# ID3 (Decision Tree) from scratch

## Imports

In [1]:
import numpy as np
import pandas as pd
import matplotlib.pyplot as plt

## ID3

### Data

In [2]:
data = pd.read_csv('baseball.csv')
data

Unnamed: 0,Outlook,Temperature,Humidity,Wind,Play Golf
0,Sunny,Hot,High,Weak,No
1,Sunny,Hot,High,Strong,No
2,Overcast,Hot,High,Weak,Yes
3,Rain,Mild,High,Weak,Yes
4,Rain,Cool,Normal,Weak,Yes
5,Rain,Cool,Normal,Strong,No
6,Overcast,Cool,Normal,Strong,Yes
7,Sunny,Mild,High,Weak,No
8,Sunny,Cool,Normal,Weak,Yes
9,Rain,Mild,Normal,Weak,Yes


In [4]:
data.columns = ['outlook', 'temperature', 'humidity', 'wind', 'play']
data

Unnamed: 0,outlook,temperature,humidity,wind,play
0,Sunny,Hot,High,Weak,No
1,Sunny,Hot,High,Strong,No
2,Overcast,Hot,High,Weak,Yes
3,Rain,Mild,High,Weak,Yes
4,Rain,Cool,Normal,Weak,Yes
5,Rain,Cool,Normal,Strong,No
6,Overcast,Cool,Normal,Strong,Yes
7,Sunny,Mild,High,Weak,No
8,Sunny,Cool,Normal,Weak,Yes
9,Rain,Mild,Normal,Weak,Yes


### Model

#### Entropy

In [5]:
def entropy(labels):
  p = labels.value_counts() / len(labels)
  ent = -sum(p * np.log2(p))
  return ent

In [6]:
entropy(data['play'])

0.9402859586706311

#### Information Gain

In [10]:
def information_gain(data, feature, target):
  entropy_parent = entropy(data[target])

  entropy_child = 0
  for value in data[feature].unique():
    subset = data[data[feature] == value]
    w = len(subset) / len(data)
    entropy_child += w * entropy(subset[target])
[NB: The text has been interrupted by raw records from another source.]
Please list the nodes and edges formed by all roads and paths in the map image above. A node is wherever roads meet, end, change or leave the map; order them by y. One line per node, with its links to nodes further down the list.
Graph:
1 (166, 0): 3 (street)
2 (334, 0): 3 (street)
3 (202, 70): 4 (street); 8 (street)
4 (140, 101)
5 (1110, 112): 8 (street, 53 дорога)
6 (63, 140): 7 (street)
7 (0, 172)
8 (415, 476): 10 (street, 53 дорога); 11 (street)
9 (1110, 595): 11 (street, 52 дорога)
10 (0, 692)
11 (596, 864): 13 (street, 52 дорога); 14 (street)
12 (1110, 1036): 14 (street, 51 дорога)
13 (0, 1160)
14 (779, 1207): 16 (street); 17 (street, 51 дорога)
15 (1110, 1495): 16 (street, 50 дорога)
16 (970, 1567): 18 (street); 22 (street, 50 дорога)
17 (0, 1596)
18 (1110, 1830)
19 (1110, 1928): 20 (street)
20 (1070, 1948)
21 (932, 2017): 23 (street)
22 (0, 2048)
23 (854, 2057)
  return entropy_parent - entropy_child

In [11]:
information_gain(data, 'wind', 'play')

0.04812703040826949

In [12]:
information_gain(data, 'outlook', 'play')

0.24674981977443933

#### Decision Tree & Node

In [15]:
class Node:

  def __init__(self, feature=None, label=None):
    self.feature = feature
    self.label = label
    self.children = {}

  def __repr__(self):
    if self.feature is not None:
      return f'DecisionNode(feature="{self.feature}", children="{self.children}")'
    else:
      return f'LeafNode(label="{self.label}")'

In [28]:
def make_tree(data, target):
  # leaf node?
  if len(data[target].unique()) == 1:
    return Node(label=data[target].iloc[0])

  # calculate information gain
  features = data.drop(target, axis=1).columns
  gains = [information_gain(data, feature, target) for feature in features]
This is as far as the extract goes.